本篇論文主要在報告利用耐輻射奇異球菌Deinococcus radiodurans IR產生金屬銀奈米材料並推測可能的生成機制。在整個實驗過程中，我們發現在靜止期的D. radiodurans IR菌液加入硝酸銀反應數小時後可以在光學顯微鏡下觀察到有黑色線狀物質及黑色顆粒產生附著在細胞聚集成的團塊上，該線狀物質經過X光能譜儀（Energy dispersive X-ray spectrometer, EDS）分析確認成份為元素銀，且這些線狀物質在紫外光/可見光光譜中約350 nm附近具有特性吸收。這些銀奈米線的平均寬度約60到100 nm，最長長度可以超過100 □m。在實驗過程中我們也嘗試了一些還原電位頗高的金屬離子，如金（III）和銅（II）試圖了解細胞聚集現象與金屬離子還原電位的關係及相同的反應條件是否適用於其他金屬離子。若將細菌固定在晶圓表面後，利用類似的反應條件可使部分細胞之間被銀線連結甚至形成網絡。這些在細胞之間的奈米銀線（silver nanowires）生長可以受到兩側的細胞影響而產生彎曲，透過這樣的方式可以間接了解在菌液中細胞團塊上銀線可能的生長方式，以及知道D. radiodurans IR在懸浮反應系統中奈米銀線如何從細菌細胞上起頭。

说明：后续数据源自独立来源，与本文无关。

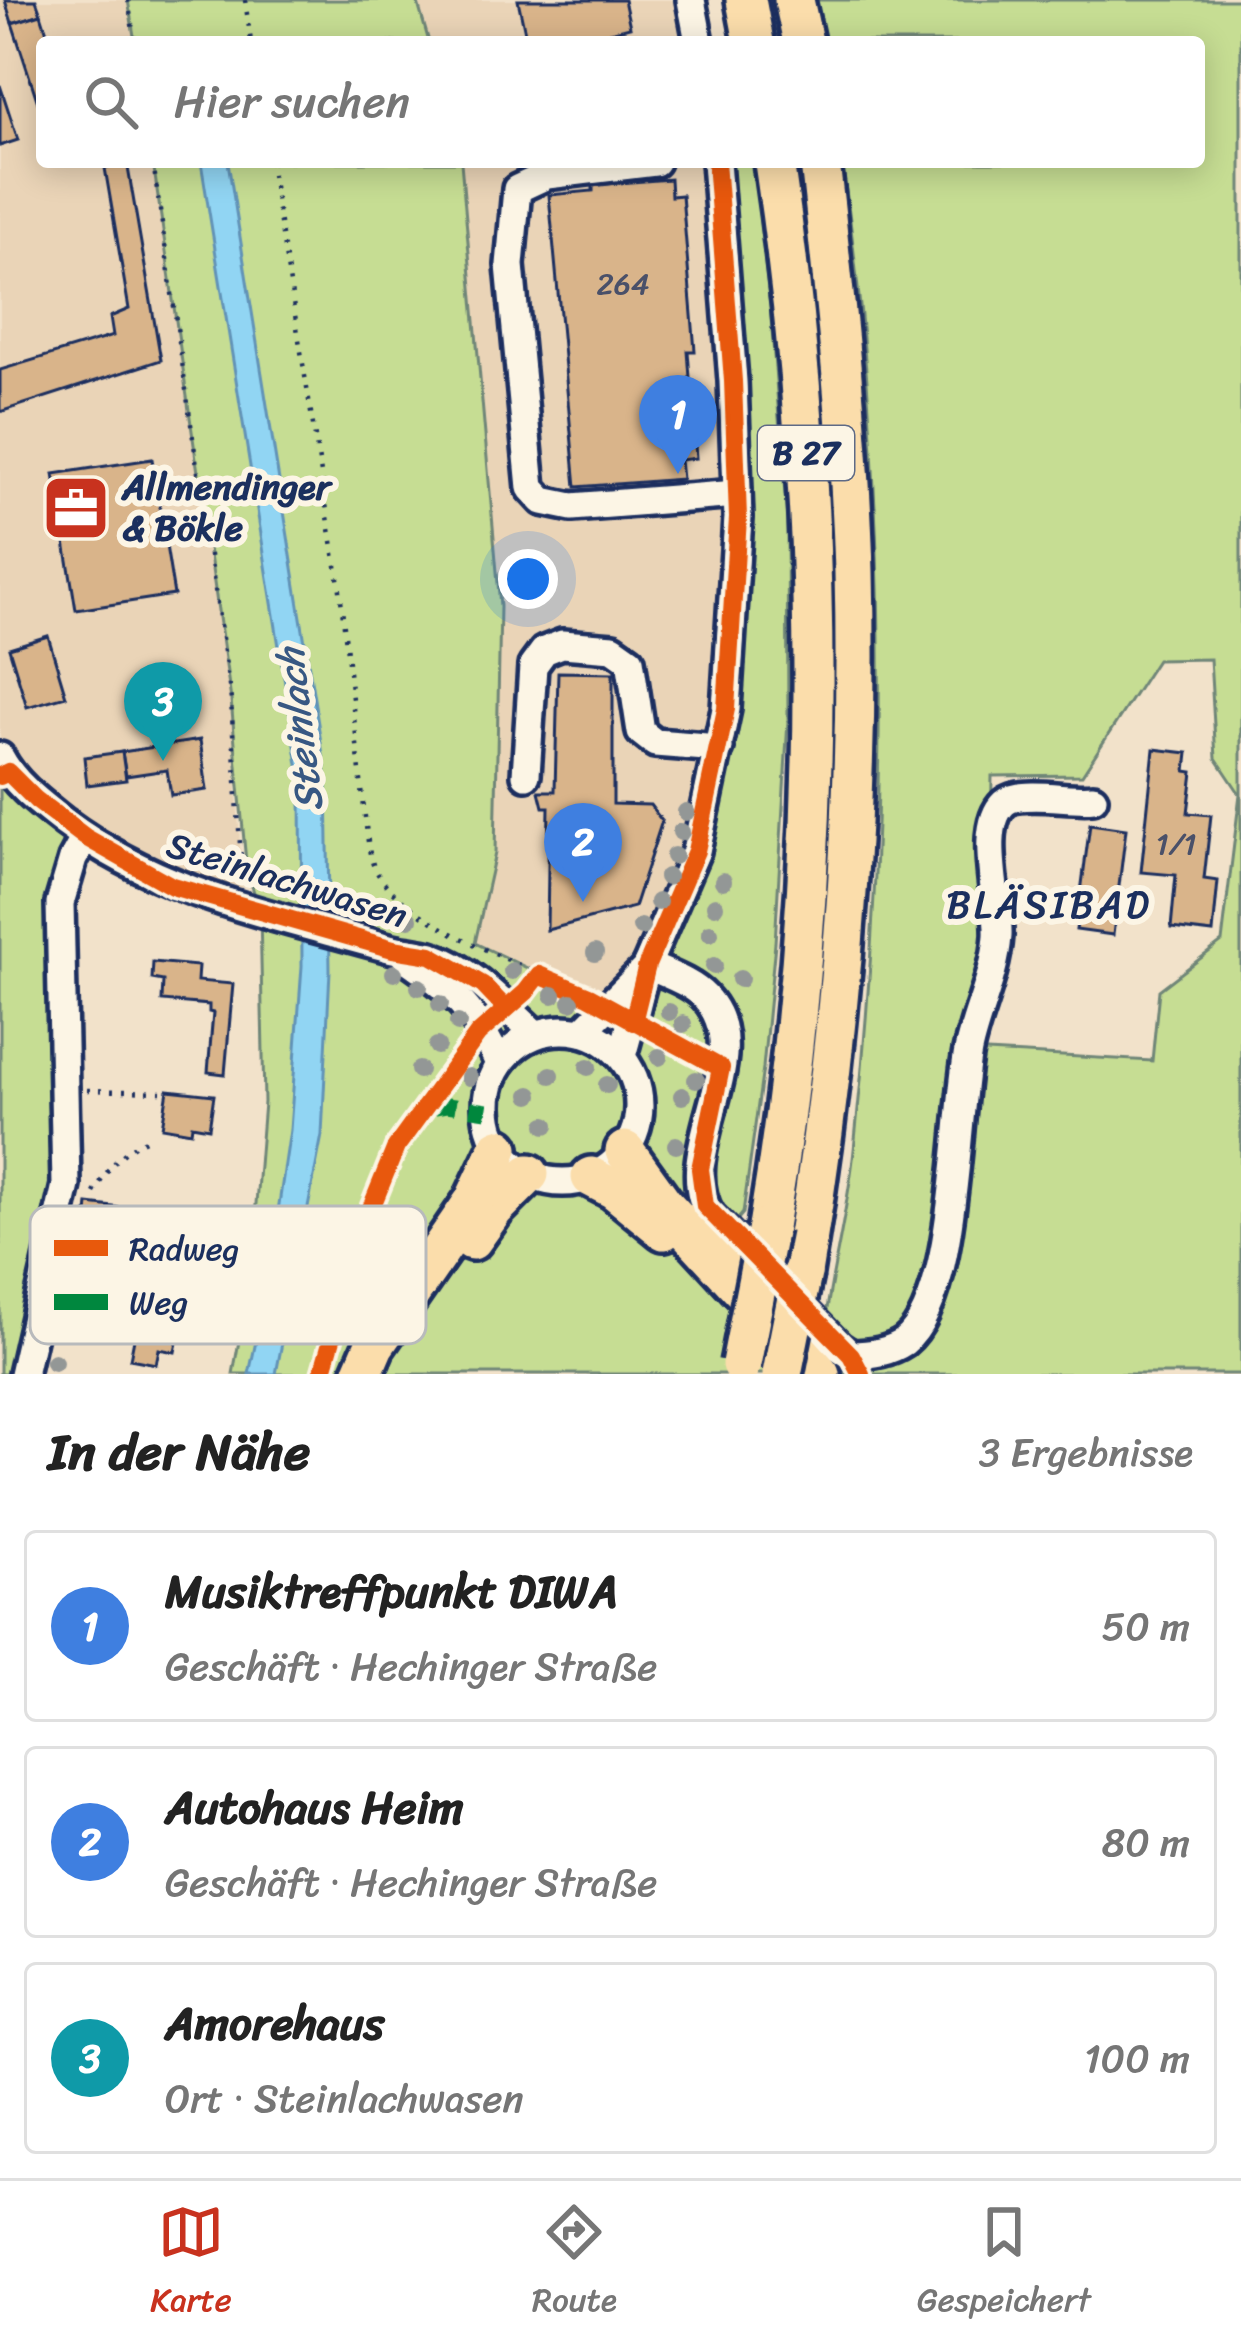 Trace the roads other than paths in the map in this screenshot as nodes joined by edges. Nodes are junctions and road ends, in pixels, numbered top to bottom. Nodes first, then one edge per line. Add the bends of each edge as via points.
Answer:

In this thesis, we report a novel method using Deinococcus radiodurans IR culture to fabricate silver nanostructures, including nanoparticles and nanowires, and discuss the hypothetical mechanism of their formation. After series of experiments, we found that these black wires and particles only exist in stationary phase cultures. These black wires are metallic silver after being analyzed by energy dispersive X-ray spectrometer, and the size of them is from 60 to 100 nm in width. Furthermore, as we immobilize cells on wafer surface, silver nanowires also exist and connect at least one cell. Even more, there are silver nanowire network connecting several cells, too. Straight and curved silver nanowires are observed and the curvature is formed through influence of certain effecter cells beside the wire. We also tested some heavy metal ions, such as gold (III) and copper (II), to know what the relationship between cell aggregates formation and reduction potential is and to see if same condition can be applied to other metal ions. In conclusion, we believe that D. radiodurans IR culture could be a very efficient system to fabricate silver nanostructures and silver nanowire networks.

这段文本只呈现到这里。